A proposed class action lawsuit filed this week alleges that Perplexity AI's search engine is secretly sharing users' entire chat conversations with Google and Meta, regardless of whether they use the platform's 'Incognito Mode.' The complaint, filed by an anonymous user 'John Doe,' claims that opening prompts, follow-up questions, and complete chat transcripts are transmitted to the ad giants via trackers like the Facebook Meta Pixel and Google Ads. Disturbingly, this data allegedly includes personally identifiable information (PII) such as email addresses, even for paid subscribers who have the privacy feature turned on. The lawsuit describes Incognito Mode as a 'sham' that does nothing to prevent third-party data sharing.
The lawsuit highlights the extreme sensitivity of the data being shared, noting that users frequently turn to AI for private matters like managing taxes, seeking legal advice, and researching health conditions. The complaint cites an example where Perplexity, in response to a query about liver cancer treatment, encourages users to upload specific medical records for interpretation. This sensitive information, if shared with advertising platforms, could lead to users being targeted with 'overwhelming, disturbing, or physically deleterious' ads. The suit accuses Perplexity, Google, and Meta of putting profits over privacy by designing systems to operate 'surreptitiously' and exploiting user data for advertising and resale without proper disclosure or consent, in potential violation of state and federal wiretapping and privacy laws.
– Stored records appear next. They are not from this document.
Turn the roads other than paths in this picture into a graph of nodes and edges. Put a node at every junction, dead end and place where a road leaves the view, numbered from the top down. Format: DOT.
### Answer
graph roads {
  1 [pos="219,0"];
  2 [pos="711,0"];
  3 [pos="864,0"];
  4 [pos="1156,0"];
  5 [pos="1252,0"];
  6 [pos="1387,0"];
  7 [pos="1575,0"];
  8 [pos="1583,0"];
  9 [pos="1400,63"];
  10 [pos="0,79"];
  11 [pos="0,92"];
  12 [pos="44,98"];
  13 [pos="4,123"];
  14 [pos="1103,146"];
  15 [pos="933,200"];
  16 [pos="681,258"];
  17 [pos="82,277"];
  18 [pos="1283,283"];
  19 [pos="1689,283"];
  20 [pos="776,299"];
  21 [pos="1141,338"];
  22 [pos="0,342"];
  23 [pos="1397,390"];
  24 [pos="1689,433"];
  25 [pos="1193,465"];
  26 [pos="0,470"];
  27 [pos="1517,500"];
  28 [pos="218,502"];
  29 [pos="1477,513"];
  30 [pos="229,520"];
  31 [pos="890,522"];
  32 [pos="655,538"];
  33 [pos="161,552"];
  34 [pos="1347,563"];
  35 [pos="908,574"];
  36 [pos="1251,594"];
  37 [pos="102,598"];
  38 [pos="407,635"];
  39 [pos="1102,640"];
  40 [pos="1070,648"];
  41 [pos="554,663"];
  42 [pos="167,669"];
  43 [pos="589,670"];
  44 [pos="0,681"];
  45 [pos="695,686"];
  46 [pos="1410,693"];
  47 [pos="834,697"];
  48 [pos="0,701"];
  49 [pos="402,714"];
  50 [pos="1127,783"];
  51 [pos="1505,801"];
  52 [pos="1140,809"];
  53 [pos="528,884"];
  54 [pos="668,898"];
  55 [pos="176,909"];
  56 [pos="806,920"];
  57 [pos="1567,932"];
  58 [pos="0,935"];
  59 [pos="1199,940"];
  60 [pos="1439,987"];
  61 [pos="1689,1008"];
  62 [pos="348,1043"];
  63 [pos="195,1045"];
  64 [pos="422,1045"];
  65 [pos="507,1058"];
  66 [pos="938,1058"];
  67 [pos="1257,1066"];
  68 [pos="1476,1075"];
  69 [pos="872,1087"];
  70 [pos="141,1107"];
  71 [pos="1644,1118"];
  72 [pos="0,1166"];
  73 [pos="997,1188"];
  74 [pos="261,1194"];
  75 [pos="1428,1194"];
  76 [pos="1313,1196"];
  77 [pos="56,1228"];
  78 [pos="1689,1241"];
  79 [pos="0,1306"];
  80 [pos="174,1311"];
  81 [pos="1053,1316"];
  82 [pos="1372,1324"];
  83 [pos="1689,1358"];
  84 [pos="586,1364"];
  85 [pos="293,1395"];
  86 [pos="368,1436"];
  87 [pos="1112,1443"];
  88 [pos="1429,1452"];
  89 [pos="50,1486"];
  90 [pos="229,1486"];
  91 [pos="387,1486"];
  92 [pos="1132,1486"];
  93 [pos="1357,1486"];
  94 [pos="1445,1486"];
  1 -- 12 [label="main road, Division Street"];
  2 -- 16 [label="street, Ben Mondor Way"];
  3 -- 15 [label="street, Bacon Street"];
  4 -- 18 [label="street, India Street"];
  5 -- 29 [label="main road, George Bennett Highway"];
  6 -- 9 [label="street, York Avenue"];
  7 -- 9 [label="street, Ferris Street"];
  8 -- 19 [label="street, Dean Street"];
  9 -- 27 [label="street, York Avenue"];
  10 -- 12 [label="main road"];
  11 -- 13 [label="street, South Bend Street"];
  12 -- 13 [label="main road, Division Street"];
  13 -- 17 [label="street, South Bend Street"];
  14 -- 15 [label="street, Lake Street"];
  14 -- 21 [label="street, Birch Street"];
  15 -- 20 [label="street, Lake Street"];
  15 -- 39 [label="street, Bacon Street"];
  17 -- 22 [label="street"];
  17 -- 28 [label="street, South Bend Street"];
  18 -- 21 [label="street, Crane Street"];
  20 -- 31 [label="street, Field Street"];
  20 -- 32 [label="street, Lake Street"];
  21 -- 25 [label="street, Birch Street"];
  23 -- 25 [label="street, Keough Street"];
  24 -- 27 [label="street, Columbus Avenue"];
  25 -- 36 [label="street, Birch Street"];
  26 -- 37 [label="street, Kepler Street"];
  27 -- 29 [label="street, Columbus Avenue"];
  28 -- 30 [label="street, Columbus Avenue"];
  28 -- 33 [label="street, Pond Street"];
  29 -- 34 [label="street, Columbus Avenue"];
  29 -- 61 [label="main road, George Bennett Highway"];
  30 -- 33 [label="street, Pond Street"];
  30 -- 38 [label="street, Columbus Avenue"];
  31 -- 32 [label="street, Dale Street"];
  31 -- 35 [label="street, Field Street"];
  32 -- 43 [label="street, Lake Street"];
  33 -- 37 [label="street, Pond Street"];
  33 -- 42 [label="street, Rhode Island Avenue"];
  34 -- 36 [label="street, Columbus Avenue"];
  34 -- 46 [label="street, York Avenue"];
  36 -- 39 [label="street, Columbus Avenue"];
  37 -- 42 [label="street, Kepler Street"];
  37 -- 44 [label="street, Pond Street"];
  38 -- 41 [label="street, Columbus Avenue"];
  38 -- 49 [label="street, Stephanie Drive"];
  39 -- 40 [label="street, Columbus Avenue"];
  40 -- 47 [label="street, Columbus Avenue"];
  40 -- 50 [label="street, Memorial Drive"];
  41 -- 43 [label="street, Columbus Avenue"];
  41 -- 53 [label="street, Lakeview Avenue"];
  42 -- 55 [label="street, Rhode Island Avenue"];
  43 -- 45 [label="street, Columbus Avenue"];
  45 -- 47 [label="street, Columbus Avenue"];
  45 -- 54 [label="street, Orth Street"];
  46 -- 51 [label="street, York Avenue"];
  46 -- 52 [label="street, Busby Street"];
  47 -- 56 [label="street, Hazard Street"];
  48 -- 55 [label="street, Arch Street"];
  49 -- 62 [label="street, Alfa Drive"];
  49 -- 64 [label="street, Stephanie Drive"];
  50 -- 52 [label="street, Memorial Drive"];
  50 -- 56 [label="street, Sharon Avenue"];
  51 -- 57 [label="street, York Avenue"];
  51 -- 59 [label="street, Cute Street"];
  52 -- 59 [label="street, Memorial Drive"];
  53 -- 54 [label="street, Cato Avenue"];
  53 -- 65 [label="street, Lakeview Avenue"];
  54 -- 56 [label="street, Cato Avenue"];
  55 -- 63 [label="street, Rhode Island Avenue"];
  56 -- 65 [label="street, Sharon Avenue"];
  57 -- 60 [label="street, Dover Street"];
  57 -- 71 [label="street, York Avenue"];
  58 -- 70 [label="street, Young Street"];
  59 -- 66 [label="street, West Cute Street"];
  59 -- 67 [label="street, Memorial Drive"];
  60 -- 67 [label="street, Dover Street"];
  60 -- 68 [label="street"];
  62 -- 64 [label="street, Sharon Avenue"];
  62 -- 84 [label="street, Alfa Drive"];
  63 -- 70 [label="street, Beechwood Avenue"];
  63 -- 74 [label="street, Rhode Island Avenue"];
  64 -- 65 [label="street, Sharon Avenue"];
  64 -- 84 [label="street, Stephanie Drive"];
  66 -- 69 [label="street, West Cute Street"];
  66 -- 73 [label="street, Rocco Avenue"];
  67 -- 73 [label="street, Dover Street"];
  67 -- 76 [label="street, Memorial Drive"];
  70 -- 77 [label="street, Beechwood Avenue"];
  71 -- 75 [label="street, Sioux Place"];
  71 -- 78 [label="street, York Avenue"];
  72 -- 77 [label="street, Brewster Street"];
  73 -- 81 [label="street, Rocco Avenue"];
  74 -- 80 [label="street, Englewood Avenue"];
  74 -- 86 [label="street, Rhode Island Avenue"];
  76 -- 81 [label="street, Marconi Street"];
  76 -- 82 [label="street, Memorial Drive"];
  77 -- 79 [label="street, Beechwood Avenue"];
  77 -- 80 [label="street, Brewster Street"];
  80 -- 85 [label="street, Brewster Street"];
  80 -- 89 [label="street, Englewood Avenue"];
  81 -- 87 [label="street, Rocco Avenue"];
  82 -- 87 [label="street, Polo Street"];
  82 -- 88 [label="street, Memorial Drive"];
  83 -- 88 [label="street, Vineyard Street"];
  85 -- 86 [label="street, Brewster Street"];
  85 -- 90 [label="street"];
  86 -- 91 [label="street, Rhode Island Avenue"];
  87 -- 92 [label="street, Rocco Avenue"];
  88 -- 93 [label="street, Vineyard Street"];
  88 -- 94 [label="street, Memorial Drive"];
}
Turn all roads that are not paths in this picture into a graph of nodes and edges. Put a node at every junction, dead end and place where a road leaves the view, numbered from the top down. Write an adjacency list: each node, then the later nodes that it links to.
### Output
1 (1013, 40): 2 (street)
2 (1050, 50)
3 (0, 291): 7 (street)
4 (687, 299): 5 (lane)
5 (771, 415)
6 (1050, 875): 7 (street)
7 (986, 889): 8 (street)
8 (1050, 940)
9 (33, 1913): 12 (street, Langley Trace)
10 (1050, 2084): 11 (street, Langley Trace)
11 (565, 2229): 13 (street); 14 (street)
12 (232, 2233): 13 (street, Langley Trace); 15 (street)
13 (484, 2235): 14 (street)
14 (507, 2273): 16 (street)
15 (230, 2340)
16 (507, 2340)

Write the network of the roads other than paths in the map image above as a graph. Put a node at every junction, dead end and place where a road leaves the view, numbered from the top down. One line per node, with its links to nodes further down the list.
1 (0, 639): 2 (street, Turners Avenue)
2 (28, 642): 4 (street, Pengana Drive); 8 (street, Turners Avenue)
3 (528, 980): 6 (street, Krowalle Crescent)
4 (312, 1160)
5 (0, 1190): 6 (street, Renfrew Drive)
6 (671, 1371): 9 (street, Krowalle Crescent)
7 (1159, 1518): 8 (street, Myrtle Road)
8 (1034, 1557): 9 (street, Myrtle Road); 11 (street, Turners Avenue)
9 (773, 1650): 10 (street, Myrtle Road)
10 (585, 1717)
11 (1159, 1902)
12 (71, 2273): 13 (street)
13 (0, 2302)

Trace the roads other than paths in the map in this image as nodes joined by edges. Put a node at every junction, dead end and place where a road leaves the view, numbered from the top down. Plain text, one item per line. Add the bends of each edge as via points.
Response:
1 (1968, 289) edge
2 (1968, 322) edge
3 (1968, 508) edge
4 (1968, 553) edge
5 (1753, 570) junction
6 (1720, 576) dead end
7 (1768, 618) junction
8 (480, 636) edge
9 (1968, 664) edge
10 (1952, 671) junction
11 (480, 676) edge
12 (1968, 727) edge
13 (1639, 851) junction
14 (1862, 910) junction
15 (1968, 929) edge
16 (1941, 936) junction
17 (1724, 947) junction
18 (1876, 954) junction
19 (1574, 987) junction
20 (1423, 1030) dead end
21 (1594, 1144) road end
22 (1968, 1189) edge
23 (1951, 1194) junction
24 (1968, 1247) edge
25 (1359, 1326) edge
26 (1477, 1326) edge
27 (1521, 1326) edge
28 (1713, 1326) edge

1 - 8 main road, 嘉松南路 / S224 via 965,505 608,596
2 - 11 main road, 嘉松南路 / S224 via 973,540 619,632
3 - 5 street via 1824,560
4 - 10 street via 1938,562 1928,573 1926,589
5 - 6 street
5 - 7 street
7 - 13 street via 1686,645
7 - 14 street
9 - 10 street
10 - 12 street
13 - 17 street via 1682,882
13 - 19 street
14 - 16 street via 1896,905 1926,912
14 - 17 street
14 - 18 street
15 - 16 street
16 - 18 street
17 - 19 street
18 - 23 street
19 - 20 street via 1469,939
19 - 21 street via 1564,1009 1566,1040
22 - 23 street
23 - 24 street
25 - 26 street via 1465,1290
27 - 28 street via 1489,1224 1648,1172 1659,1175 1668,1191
- Lawsuit alleges Perplexity shares full chat logs with Google/Meta via ad trackers like Meta Pixel, even in 'Incognito Mode'.
- Shared data reportedly includes sensitive financial/health info and PII (e.g., email addresses) for both free and paid users.
- The case claims this undisclosed practice violates privacy laws and turns ad trackers into 'browser-based wiretap technology'.
Why It Matters
This case challenges core privacy promises of AI tools and could set a major precedent for data handling in conversational AI.